EXERCISE OBJECTIVE: Each entry that follows should be retyped in full and exactly.

GIVEN RECORDS:
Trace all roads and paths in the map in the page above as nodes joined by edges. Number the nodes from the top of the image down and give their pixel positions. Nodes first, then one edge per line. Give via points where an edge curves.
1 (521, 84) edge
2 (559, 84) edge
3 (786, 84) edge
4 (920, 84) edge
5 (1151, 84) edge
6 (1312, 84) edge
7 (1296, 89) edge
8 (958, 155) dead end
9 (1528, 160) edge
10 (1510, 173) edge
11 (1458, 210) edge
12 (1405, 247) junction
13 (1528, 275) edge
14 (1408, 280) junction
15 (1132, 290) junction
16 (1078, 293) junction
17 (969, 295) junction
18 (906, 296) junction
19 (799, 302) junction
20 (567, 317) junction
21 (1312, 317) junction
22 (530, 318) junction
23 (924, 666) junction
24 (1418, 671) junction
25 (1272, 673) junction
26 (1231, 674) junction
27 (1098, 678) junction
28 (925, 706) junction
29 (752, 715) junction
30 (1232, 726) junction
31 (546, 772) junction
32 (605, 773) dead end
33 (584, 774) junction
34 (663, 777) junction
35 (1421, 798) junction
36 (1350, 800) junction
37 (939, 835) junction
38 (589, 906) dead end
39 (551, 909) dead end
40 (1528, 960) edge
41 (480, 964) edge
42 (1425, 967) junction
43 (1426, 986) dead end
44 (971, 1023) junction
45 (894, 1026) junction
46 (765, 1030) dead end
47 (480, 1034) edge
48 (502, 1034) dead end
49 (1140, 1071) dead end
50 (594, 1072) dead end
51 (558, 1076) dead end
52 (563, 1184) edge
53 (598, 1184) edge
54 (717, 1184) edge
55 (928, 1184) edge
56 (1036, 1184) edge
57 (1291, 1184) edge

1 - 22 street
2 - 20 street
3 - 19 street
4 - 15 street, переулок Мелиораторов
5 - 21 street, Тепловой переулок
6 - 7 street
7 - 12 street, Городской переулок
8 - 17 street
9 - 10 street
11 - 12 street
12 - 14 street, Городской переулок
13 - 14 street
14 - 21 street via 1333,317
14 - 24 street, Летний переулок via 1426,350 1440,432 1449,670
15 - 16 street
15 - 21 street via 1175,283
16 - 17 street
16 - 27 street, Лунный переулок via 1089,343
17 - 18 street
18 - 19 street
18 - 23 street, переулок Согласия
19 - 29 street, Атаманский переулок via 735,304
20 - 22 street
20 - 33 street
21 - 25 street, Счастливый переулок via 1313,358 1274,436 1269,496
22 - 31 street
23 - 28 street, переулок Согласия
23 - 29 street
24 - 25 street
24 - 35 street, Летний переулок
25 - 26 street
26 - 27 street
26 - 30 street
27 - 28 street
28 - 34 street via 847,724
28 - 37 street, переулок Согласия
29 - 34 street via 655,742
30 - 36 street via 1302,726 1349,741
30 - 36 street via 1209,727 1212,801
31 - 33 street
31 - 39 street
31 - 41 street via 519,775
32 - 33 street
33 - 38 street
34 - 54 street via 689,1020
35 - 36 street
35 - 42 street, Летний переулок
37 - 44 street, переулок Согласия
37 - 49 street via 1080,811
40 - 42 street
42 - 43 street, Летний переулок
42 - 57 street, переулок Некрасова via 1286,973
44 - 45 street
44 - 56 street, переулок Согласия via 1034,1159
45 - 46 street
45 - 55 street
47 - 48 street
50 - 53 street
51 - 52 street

SOLUTION BELOW:
Trace all roads and paths in the map in the page above as nodes joined by edges. Number the nodes from the top of the image down and give their pixel positions. Nodes first, then one edge per line. Give via points where an edge curves.
1 (521, 84) edge
2 (559, 84) edge
3 (786, 84) edge
4 (920, 84) edge
5 (1151, 84) edge
6 (1312, 84) edge
7 (1296, 89) edge
8 (958, 155) dead end
9 (1528, 160) edge
10 (1510, 173) edge
11 (1458, 210) edge
12 (1405, 247) junction
13 (1528, 275) edge
14 (1408, 280) junction
15 (1132, 290) junction
16 (1078, 293) junction
17 (969, 295) junction
18 (906, 296) junction
19 (799, 302) junction
20 (567, 317) junction
21 (1312, 317) junction
22 (530, 318) junction
23 (924, 666) junction
24 (1418, 671) junction
25 (1272, 673) junction
26 (1231, 674) junction
27 (1098, 678) junction
28 (925, 706) junction
29 (752, 715) junction
30 (1232, 726) junction
31 (546, 772) junction
32 (605, 773) dead end
33 (584, 774) junction
34 (663, 777) junction
35 (1421, 798) junction
36 (1350, 800) junction
37 (939, 835) junction
38 (589, 906) dead end
39 (551, 909) dead end
40 (1528, 960) edge
41 (480, 964) edge
42 (1425, 967) junction
43 (1426, 986) dead end
44 (971, 1023) junction
45 (894, 1026) junction
46 (765, 1030) dead end
47 (480, 1034) edge
48 (502, 1034) dead end
49 (1140, 1071) dead end
50 (594, 1072) dead end
51 (558, 1076) dead end
52 (563, 1184) edge
53 (598, 1184) edge
54 (717, 1184) edge
55 (928, 1184) edge
56 (1036, 1184) edge
57 (1291, 1184) edge

1 - 22 street
2 - 20 street
3 - 19 street
4 - 15 street, переулок Мелиораторов
5 - 21 street, Тепловой переулок
6 - 7 street
7 - 12 street, Городской переулок
8 - 17 street
9 - 10 street
11 - 12 street
12 - 14 street, Городской переулок
13 - 14 street
14 - 21 street via 1333,317
14 - 24 street, Летний переулок via 1426,350 1440,432 1449,670
15 - 16 street
15 - 21 street via 1175,283
16 - 17 street
16 - 27 street, Лунный переулок via 1089,343
17 - 18 street
18 - 19 street
18 - 23 street, переулок Согласия
19 - 29 street, Атаманский переулок via 735,304
20 - 22 street
20 - 33 street
21 - 25 street, Счастливый переулок via 1313,358 1274,436 1269,496
22 - 31 street
23 - 28 street, переулок Согласия
23 - 29 street
24 - 25 street
24 - 35 street, Летний переулок
25 - 26 street
26 - 27 street
26 - 30 street
27 - 28 street
28 - 34 street via 847,724
28 - 37 street, переулок Согласия
29 - 34 street via 655,742
30 - 36 street via 1302,726 1349,741
30 - 36 street via 1209,727 1212,801
31 - 33 street
31 - 39 street
31 - 41 street via 519,775
32 - 33 street
33 - 38 street
34 - 54 street via 689,1020
35 - 36 street
35 - 42 street, Летний переулок
37 - 44 street, переулок Согласия
37 - 49 street via 1080,811
40 - 42 street
42 - 43 street, Летний переулок
42 - 57 street, переулок Некрасова via 1286,973
44 - 45 street
44 - 56 street, переулок Согласия via 1034,1159
45 - 46 street
45 - 55 street
47 - 48 street
50 - 53 street
51 - 52 street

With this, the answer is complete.